_Assigned task:_ Reproduce the entries exactly as they appear below.

_Data in this exercise:_
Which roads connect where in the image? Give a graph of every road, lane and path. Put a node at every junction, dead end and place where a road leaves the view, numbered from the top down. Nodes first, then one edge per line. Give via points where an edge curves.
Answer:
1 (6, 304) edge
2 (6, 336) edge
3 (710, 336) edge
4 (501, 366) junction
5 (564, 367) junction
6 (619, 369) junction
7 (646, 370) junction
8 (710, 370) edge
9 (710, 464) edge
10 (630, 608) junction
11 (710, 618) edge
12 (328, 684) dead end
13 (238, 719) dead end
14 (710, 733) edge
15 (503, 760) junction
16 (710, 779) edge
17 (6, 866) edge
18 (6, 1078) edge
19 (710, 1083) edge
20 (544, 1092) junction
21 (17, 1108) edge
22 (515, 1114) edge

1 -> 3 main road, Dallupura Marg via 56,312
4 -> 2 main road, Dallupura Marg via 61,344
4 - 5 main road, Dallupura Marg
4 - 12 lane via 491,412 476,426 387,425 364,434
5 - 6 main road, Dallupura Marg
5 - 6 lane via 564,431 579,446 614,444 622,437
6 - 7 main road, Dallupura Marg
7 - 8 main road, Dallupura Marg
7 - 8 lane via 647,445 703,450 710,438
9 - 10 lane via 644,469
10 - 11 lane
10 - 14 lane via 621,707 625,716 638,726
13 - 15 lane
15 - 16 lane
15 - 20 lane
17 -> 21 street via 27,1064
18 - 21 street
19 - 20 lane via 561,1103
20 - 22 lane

_Answer for this exercise:_
Which roads connect where in the image? Give a graph of every road, lane and path. Put a node at every junction, dead end and place where a road leaves the view, numbered from the top down. Nodes first, then one edge per line. Give via points where an edge curves.
Answer:
1 (6, 304) edge
2 (6, 336) edge
3 (710, 336) edge
4 (501, 366) junction
5 (564, 367) junction
6 (619, 369) junction
7 (646, 370) junction
8 (710, 370) edge
9 (710, 464) edge
10 (630, 608) junction
11 (710, 618) edge
12 (328, 684) dead end
13 (238, 719) dead end
14 (710, 733) edge
15 (503, 760) junction
16 (710, 779) edge
17 (6, 866) edge
18 (6, 1078) edge
19 (710, 1083) edge
20 (544, 1092) junction
21 (17, 1108) edge
22 (515, 1114) edge

1 -> 3 main road, Dallupura Marg via 56,312
4 -> 2 main road, Dallupura Marg via 61,344
4 - 5 main road, Dallupura Marg
4 - 12 lane via 491,412 476,426 387,425 364,434
5 - 6 main road, Dallupura Marg
5 - 6 lane via 564,431 579,446 614,444 622,437
6 - 7 main road, Dallupura Marg
7 - 8 main road, Dallupura Marg
7 - 8 lane via 647,445 703,450 710,438
9 - 10 lane via 644,469
10 - 11 lane
10 - 14 lane via 621,707 625,716 638,726
13 - 15 lane
15 - 16 lane
15 - 20 lane
17 -> 21 street via 27,1064
18 - 21 street
19 - 20 lane via 561,1103
20 - 22 lane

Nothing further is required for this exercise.